- The task
Which lines of the data below hold "roads"? Copy each of them.

── Material provided ──

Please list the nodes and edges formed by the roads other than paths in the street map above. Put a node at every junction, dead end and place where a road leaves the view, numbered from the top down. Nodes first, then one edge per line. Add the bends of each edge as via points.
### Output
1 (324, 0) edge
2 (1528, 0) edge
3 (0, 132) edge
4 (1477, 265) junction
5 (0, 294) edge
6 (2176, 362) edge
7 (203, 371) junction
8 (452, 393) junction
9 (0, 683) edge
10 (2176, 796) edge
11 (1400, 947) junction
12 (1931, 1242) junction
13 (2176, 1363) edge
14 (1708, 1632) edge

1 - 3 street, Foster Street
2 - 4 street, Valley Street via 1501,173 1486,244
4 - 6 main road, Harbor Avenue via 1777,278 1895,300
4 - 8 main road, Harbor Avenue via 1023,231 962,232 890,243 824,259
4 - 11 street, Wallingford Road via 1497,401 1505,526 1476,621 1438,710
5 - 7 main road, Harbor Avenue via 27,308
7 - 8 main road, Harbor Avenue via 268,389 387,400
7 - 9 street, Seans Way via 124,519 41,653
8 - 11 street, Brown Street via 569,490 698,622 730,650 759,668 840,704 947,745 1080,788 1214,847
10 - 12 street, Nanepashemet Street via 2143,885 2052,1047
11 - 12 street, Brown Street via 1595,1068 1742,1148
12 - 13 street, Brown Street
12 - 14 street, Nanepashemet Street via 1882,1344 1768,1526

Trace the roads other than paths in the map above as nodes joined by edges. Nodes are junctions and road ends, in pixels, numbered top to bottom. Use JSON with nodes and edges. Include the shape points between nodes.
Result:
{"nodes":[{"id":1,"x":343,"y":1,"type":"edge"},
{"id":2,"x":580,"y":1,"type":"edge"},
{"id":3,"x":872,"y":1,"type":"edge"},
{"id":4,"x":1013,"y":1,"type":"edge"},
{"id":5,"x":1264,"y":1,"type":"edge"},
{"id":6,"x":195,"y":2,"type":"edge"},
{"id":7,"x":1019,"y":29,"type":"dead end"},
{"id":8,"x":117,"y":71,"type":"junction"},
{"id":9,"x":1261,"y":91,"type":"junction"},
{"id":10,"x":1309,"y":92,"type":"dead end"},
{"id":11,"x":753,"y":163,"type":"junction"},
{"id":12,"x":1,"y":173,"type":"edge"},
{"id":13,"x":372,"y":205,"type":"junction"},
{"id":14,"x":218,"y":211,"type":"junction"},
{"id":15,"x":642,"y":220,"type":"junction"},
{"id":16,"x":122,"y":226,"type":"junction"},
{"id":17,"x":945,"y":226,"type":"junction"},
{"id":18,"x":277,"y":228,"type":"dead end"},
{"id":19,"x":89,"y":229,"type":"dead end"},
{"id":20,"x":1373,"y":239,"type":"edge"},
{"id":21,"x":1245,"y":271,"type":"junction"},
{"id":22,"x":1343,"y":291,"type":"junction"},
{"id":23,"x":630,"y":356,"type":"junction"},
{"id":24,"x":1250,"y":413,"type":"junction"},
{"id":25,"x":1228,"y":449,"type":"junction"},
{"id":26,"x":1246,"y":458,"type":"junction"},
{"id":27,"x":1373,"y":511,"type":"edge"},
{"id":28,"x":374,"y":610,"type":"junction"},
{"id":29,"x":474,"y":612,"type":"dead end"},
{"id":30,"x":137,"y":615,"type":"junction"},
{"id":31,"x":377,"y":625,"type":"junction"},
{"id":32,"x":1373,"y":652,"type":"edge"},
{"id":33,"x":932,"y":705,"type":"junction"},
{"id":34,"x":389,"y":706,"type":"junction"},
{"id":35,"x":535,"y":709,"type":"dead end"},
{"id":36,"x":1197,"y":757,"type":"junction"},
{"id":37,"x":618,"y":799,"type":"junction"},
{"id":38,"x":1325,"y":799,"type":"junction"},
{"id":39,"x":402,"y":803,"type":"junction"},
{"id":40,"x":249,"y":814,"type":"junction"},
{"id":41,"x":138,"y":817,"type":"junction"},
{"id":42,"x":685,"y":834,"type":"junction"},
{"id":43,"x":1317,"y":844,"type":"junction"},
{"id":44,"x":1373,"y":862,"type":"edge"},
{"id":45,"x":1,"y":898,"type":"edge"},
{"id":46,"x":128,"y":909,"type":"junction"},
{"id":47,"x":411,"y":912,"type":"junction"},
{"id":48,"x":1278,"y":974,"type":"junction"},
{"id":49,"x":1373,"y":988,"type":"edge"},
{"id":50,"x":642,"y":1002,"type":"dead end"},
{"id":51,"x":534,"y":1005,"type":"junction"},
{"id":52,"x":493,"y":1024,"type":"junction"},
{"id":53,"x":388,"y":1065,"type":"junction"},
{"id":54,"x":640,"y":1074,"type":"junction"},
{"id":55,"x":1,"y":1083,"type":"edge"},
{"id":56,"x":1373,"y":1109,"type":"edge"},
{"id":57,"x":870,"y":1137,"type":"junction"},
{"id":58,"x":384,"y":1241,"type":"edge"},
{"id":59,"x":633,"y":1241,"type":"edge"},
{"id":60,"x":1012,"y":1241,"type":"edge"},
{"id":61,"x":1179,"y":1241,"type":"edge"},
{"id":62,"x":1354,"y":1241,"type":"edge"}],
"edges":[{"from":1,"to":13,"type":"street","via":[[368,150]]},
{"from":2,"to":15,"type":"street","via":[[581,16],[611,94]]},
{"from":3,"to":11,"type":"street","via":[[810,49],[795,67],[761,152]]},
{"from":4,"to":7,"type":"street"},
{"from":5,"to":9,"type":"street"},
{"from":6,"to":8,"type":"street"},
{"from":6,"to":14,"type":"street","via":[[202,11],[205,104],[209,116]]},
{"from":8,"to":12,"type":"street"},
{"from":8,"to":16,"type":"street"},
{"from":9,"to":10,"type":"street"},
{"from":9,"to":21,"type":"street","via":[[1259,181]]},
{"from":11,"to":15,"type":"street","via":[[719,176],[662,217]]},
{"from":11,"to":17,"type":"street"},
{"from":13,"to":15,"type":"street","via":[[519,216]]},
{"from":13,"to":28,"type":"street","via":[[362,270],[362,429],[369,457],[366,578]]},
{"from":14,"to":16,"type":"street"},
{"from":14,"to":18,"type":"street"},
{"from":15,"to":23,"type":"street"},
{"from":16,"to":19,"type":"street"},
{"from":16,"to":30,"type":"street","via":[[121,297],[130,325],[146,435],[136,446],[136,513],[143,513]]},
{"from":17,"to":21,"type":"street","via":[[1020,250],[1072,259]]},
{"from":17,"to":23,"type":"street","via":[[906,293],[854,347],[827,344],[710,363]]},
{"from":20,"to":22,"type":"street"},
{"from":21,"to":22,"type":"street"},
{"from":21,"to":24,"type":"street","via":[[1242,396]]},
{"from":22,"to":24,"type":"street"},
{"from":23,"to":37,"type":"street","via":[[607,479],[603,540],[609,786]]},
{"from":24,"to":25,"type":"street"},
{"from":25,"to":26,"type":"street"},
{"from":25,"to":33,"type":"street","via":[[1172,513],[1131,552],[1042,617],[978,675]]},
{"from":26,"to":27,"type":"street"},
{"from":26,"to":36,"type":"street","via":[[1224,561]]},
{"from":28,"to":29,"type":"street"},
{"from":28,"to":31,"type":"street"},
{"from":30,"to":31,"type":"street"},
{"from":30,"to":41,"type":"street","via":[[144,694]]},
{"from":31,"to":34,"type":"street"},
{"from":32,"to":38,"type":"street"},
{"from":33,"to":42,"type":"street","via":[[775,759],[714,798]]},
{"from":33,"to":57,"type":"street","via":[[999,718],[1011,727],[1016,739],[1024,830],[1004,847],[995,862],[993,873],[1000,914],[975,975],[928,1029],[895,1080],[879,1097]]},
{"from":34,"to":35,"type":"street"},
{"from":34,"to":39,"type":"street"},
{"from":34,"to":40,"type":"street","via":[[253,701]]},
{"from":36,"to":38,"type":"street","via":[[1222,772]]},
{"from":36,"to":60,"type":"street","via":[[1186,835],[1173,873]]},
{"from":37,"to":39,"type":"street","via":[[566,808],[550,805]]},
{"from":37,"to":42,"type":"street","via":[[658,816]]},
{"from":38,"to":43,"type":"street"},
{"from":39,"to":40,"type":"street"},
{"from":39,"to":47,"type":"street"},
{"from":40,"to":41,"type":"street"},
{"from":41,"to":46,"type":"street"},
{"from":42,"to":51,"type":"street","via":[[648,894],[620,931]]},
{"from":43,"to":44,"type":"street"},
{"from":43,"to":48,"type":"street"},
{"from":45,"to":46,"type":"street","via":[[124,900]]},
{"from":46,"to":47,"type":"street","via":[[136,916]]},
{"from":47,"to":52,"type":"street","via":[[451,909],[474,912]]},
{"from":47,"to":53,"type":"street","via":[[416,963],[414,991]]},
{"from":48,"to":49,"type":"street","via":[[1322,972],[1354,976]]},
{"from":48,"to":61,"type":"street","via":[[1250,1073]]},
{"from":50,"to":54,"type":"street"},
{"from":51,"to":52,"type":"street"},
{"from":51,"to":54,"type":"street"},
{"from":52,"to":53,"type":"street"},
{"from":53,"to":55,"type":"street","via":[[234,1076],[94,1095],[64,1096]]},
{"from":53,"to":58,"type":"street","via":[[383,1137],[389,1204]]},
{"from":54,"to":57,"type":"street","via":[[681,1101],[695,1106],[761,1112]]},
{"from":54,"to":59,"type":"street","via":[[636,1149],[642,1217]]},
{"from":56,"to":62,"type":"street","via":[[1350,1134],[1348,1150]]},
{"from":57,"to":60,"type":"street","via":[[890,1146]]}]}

───

- Expected answer
Please list the nodes and edges formed by the roads other than paths in the street map above. Put a node at every junction, dead end and place where a road leaves the view, numbered from the top down. Nodes first, then one edge per line. Add the bends of each edge as via points.
Trace the roads other than paths in the map above as nodes joined by edges. Nodes are junctions and road ends, in pixels, numbered top to bottom. Use JSON with nodes and edges. Include the shape points between nodes.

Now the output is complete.